Back then, data basically belonged to IT. Teams and employees outside IT had to ask IT teams to perform their work because managing data and data infrastructure weren’t within their workflow or responsibilities. Sales, marketing, and similar executives worked with data through systems such as Crystal Reports and ERPs, but data tooling required completely different skill sets that they neither possessed nor were required to possess.
For an organization to be data-centric, it needed to acquire legacy servers and hardware, which could be hosted and managed on its own premises and with its own infrastructure.
As time progressed, between approximately 2000 and 2010, technology kept evolving and becoming more common and accepted. Mass digitalization led to the demand for more data. Moreover, those who were not in IT developed a growing interest and need to gain access and control over the data. A great example is marketing teams. They thrive on data, yet IT was unable to supply it quickly enough.
On-Premises Data Stack Shortcomings and Innovations They Lead To
Speed wasn’t the only issue. There are various major challenges with on-premises or the traditional data stack (TDS):
- Costs: Purchasing, setting up, and managing hardware and servers for the on-premises data stack requires significant capital. As infrastructure deprecates, it needs to be replaced.
- Performance: Producing analytics that the company can use is complicated. It requires the investment of significant time and resources.
- Scalability and flexibility: Scaling a traditional data stack requires investing in additional infrastructure, often without the ability to adequately match infrastructure capability to the organization’s needs.
- Security: The security practices of the traditional data stack and any incidents that arise are primarily the responsibility of the organization.
- Troubleshooting: Organizations have to rely on in-house specialists to troubleshoot issues and provide solutions.
These drawbacks have prompted organizations to innovate to meet the need for faster and more agile data services. As a result, we witnessed several innovations.
In 2006, Amazon launched its Amazon Web Services or AWS, offering a variety of services to other companies. They included the ability to connect to virtual computers and use remote storage.
A year later, IMB, Google, and various US universities worked together to develop server farm projects that worked with large data sets and required fast processors. Universities quickly realized that this enabled research to be performed much faster and cheaper.
As word spread, change and the rise of the Modern Data Stack were inevitable.
The Rise of SaaS and Modern Data Stack
Because of the limitations of the traditional data stack, businesses needed a more flexible solution that provided them with more control over their data. A pivotal point in time for that was October 2012. It’s when Amazon launched Redshift, a Data Warehouse (DWH) cloud solution.
This paved the way for the Modern Data Stack (MDS) and a range of solutions facilitating it, such as Google BigQuery and Snowflake.

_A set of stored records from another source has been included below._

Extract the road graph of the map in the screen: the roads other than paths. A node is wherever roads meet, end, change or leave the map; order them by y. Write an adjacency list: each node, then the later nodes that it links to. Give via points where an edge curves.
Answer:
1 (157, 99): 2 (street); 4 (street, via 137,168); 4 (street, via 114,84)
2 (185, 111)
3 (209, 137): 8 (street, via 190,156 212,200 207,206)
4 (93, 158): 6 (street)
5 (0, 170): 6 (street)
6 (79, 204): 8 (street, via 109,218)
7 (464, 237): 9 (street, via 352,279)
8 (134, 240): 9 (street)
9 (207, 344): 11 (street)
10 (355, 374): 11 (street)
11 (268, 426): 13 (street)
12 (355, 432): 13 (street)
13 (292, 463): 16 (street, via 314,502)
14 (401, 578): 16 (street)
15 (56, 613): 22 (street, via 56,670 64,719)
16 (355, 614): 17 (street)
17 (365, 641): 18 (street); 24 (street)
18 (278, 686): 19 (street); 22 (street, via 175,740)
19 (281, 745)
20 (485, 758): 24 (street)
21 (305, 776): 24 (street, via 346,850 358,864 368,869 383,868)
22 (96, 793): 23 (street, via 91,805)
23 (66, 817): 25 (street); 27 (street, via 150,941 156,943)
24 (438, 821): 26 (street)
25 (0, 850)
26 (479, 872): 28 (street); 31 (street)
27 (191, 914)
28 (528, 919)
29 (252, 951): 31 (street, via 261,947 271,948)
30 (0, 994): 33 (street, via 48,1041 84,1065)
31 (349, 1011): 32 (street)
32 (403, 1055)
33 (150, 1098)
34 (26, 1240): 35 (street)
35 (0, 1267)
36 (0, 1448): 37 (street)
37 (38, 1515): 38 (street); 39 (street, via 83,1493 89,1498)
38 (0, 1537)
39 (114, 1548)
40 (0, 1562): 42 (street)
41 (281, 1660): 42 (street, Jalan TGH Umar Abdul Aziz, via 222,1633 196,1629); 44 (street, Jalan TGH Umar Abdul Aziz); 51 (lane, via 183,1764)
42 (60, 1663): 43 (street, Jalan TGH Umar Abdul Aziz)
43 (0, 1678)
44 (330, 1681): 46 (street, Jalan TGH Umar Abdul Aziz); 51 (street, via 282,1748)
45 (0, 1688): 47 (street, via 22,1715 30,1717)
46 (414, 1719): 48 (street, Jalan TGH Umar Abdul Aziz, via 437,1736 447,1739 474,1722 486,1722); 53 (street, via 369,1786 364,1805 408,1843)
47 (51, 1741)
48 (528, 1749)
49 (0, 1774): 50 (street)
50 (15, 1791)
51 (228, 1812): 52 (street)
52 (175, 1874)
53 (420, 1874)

The Modern Data Stack is a combination of tools for data integration that are easy to deploy and can be tailored to address very specific business use cases. As opposed to the legacy on-premises data stack, it uses the cloud rather than hardware to store data.
Let’s take a look at the evolution of the Modern Data Stack over three timeframes:
1. Cambrian Explosion I (2012 – 2016)
While many of the current data integration tool providers, were launched about the same time or earlier than Redshift, Redshift changed the landscape of data integration and was the catalyst that made things take off.

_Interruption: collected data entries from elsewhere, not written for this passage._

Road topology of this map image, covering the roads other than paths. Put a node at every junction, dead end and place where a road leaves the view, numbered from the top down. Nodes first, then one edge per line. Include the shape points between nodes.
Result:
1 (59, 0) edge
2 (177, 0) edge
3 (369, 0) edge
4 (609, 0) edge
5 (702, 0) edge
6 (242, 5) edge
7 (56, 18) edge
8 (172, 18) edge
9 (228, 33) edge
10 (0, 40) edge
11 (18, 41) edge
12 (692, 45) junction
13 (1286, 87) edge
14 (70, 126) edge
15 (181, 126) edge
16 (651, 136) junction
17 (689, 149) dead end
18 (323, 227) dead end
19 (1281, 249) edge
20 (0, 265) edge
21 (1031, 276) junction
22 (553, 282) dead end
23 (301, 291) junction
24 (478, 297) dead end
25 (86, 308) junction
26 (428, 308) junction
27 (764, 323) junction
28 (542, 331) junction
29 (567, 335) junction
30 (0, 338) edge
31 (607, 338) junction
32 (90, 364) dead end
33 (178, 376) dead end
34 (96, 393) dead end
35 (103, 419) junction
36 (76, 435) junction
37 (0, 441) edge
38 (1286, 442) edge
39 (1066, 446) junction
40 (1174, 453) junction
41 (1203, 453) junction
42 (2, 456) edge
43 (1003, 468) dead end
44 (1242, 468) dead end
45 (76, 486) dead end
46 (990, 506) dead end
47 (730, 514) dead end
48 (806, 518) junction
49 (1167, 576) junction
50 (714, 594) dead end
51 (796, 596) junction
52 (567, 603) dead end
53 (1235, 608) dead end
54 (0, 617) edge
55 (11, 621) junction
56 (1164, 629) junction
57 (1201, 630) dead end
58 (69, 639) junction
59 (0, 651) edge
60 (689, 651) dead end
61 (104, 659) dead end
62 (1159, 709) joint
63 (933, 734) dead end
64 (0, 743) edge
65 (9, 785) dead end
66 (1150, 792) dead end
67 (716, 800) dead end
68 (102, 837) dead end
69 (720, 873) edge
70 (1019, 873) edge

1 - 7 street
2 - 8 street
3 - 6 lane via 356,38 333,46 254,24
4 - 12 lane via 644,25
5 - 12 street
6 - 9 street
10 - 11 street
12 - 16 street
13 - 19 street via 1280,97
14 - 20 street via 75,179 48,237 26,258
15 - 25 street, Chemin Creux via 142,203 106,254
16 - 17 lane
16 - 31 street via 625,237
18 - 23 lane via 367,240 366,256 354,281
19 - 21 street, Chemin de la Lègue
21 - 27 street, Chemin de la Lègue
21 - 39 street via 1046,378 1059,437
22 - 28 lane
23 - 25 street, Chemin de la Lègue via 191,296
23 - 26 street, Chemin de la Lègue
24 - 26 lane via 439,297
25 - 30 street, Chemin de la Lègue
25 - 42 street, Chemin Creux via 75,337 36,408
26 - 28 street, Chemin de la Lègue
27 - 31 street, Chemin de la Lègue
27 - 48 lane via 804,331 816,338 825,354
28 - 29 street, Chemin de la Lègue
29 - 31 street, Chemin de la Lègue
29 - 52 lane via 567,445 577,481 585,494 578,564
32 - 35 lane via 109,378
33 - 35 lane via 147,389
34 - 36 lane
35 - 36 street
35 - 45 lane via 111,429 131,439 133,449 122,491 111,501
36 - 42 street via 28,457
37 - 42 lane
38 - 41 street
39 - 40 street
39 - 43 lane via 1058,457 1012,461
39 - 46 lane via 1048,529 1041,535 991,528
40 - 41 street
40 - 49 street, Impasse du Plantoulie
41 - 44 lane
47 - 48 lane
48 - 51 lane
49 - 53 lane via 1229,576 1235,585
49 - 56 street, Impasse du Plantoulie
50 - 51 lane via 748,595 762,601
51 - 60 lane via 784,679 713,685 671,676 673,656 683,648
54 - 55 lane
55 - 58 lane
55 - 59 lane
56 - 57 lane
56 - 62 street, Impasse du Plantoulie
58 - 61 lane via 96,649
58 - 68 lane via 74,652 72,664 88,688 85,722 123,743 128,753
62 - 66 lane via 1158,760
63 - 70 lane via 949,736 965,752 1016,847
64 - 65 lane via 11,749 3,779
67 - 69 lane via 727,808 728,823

The reason for that was internal architectural differences. Amazon Redshift is designed for massively parallel processing (MPP) and online analytic processing (OLAP) as opposed to online transaction processing (OLTP).
The OLTP system primarily focuses on recording the current Update, Insertion, and Deletion during a transaction. The OLTP queries are simple and short. Therefore, they require less processing time and less space as well as are updated frequently. OLTP databases use normalized tables (3NF). Data integrity requires special attention because, in the case of a failed transaction, data integrity can be affected.

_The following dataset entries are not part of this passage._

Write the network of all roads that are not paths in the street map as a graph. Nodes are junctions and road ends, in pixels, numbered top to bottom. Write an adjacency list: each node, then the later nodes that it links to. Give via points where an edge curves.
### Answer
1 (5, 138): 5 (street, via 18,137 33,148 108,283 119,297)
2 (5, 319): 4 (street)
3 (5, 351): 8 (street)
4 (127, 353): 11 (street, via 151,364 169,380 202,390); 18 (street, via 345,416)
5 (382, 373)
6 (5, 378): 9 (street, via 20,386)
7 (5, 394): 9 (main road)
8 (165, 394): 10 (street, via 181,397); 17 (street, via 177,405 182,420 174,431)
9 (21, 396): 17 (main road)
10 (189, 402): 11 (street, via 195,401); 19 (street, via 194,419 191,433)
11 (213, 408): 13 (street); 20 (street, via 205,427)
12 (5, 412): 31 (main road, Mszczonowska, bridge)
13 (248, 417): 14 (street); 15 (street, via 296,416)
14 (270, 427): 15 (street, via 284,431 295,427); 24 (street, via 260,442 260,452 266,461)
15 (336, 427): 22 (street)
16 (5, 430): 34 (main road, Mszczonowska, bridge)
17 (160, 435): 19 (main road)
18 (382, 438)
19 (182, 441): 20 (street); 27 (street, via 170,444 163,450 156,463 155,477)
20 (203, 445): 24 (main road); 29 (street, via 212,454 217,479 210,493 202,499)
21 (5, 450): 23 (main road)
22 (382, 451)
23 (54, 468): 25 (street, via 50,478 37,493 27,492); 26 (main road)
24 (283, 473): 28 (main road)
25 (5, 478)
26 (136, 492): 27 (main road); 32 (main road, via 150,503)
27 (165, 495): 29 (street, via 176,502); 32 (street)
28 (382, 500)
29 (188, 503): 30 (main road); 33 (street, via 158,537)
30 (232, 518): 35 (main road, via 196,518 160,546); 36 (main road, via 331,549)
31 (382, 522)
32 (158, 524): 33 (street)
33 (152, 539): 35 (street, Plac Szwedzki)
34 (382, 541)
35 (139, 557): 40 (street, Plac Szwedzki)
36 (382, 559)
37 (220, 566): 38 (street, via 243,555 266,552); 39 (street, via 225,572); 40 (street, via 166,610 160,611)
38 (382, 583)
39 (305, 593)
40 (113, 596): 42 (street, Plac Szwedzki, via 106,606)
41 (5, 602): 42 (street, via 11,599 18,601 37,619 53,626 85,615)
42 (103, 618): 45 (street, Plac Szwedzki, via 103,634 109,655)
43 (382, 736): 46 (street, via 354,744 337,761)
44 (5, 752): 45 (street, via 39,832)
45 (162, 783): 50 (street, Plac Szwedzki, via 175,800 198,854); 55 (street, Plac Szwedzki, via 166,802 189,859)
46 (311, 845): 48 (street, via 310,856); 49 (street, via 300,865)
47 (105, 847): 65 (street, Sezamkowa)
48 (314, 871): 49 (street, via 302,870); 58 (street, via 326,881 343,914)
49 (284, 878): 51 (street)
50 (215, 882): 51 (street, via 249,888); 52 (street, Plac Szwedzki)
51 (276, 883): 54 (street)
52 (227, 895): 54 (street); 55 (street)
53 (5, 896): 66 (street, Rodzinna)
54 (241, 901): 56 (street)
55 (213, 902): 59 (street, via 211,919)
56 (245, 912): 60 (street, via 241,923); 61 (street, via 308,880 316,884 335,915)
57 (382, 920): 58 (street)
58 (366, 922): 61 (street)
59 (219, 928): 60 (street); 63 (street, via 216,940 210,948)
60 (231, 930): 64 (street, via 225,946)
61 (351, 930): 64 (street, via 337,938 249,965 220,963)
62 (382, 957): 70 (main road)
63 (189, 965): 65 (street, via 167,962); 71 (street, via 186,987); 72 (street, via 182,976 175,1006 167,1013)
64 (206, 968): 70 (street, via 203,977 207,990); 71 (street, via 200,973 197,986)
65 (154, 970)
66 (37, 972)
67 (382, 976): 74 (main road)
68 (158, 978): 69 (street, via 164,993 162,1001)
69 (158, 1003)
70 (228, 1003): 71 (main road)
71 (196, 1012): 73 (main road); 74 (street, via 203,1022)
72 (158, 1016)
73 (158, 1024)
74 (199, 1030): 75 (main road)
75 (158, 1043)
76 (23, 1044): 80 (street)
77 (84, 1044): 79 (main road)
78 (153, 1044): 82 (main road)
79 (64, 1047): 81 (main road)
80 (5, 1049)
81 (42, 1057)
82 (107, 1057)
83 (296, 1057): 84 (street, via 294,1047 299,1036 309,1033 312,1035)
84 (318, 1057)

A great example of the OLTP system is an ATM transaction.
OLAP transactions allow complex queries that extract multidimensional data and store historical data that has been input by OLTP. Thus, OLAP transactions are long, less frequent than OLTP, and require more time and space. If a transaction fails, data integrity remains intact, and the user can simply fire the query again. As a result, data tables do not need to be normalized.
Some examples of OLAP transactions include budgeting reports, financial reports, marketing metrics, and sales reports.
Having been designed for OLAP, Redshift is able to process large-volume data sets 10-1000 times faster than OLTP applications.
While Redshift wasn’t the first MPP database, it was the first MPP database that was cloud-native. This enabled massive price reductions, making Redshift the go-to solution and one of the fastest-growing AWS services for a period of time.
With these two critical factors, Redshift solved two of the most pressing problems – speed and price. Seemingly overnight, data processing became not only fast but affordable to virtually anyone, making previously popular tools legacy software.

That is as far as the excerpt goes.